◆ Task statement ◆
Go through the lines below and copy any that hold the string "AVENUE".

◆ Exercise data ◆
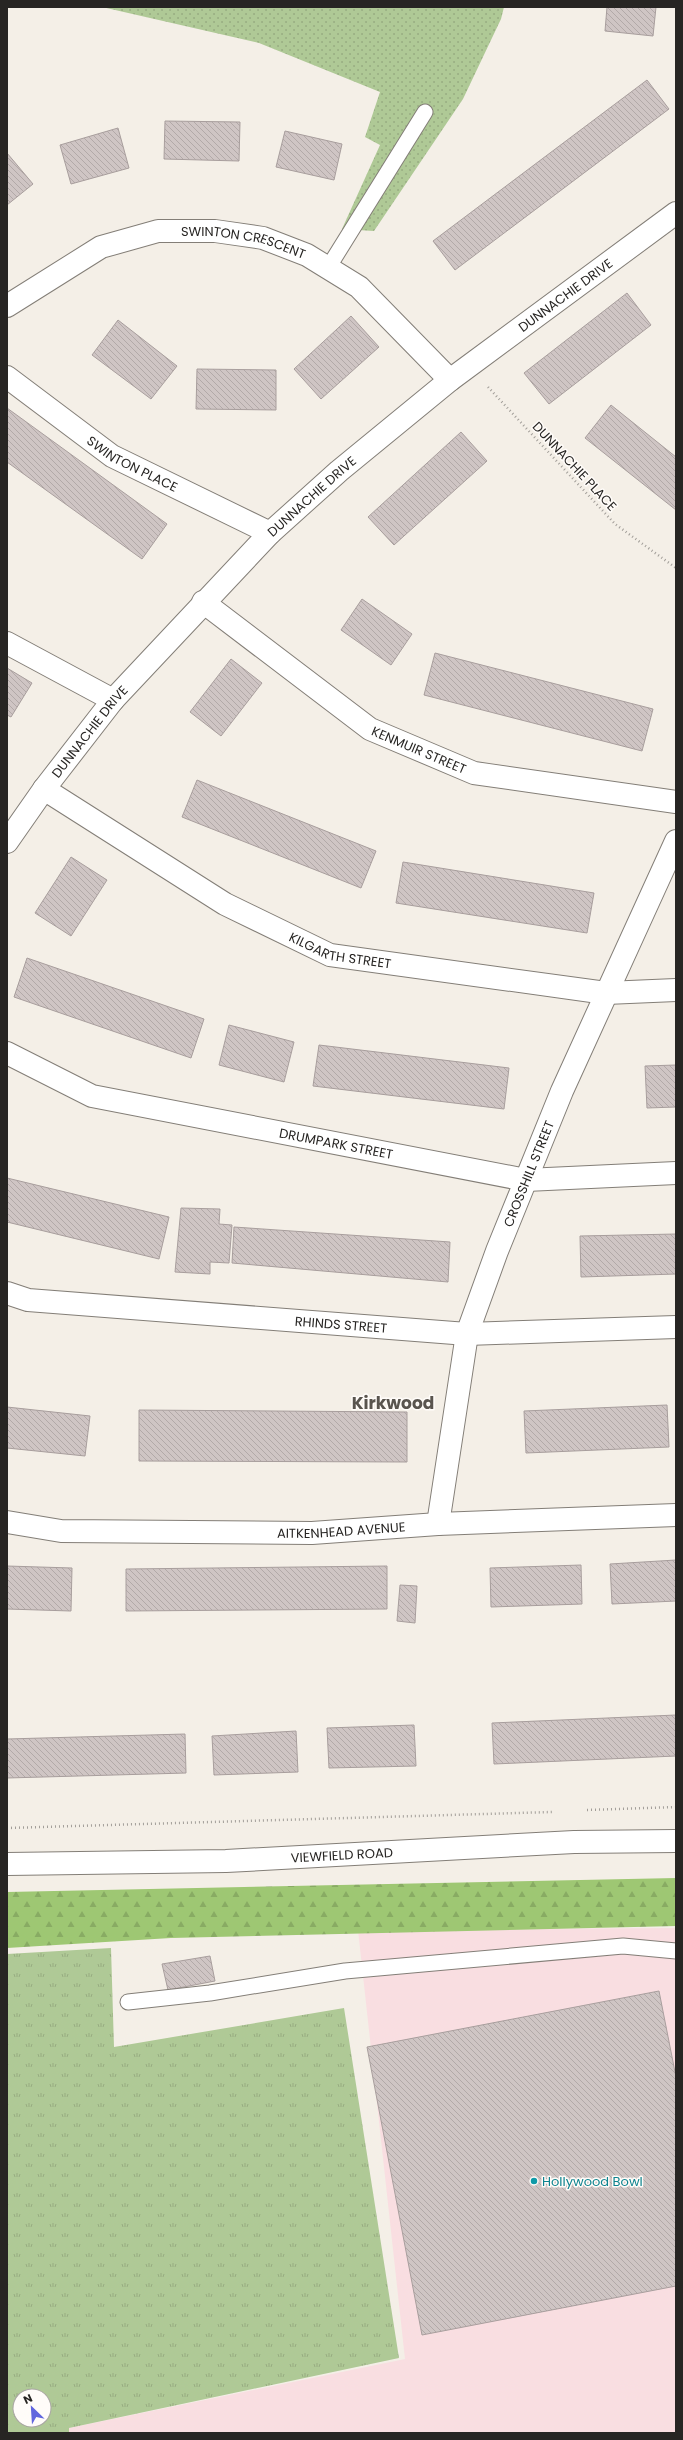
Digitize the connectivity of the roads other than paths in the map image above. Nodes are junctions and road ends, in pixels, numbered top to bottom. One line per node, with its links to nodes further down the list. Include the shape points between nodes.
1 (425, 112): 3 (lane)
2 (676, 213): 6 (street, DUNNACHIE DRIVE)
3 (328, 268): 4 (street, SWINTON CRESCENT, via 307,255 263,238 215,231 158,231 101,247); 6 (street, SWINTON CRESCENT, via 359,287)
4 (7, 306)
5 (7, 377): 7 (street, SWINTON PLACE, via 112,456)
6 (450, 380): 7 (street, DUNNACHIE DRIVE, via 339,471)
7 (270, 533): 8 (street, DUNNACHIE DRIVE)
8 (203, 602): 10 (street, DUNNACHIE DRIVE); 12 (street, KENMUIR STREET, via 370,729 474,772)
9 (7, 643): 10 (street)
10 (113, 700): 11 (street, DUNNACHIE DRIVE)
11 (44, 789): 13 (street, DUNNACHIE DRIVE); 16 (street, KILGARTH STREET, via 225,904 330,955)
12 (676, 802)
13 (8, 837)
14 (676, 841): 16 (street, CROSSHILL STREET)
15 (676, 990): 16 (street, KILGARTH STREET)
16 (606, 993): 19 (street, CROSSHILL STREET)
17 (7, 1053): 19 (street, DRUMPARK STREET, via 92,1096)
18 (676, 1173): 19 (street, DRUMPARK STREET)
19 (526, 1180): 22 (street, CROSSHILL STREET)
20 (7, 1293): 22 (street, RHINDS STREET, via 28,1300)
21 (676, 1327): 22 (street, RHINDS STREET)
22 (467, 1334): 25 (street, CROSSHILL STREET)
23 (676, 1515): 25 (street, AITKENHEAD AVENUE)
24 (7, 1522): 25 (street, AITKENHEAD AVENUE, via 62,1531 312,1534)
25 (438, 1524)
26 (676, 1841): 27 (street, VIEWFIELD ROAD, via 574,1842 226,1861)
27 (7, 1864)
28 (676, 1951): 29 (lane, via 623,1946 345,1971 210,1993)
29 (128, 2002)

◆ Solution for this task ◆
23 (676, 1515): 25 (street, AITKENHEAD AVENUE)
24 (7, 1522): 25 (street, AITKENHEAD AVENUE, via 62,1531 312,1534)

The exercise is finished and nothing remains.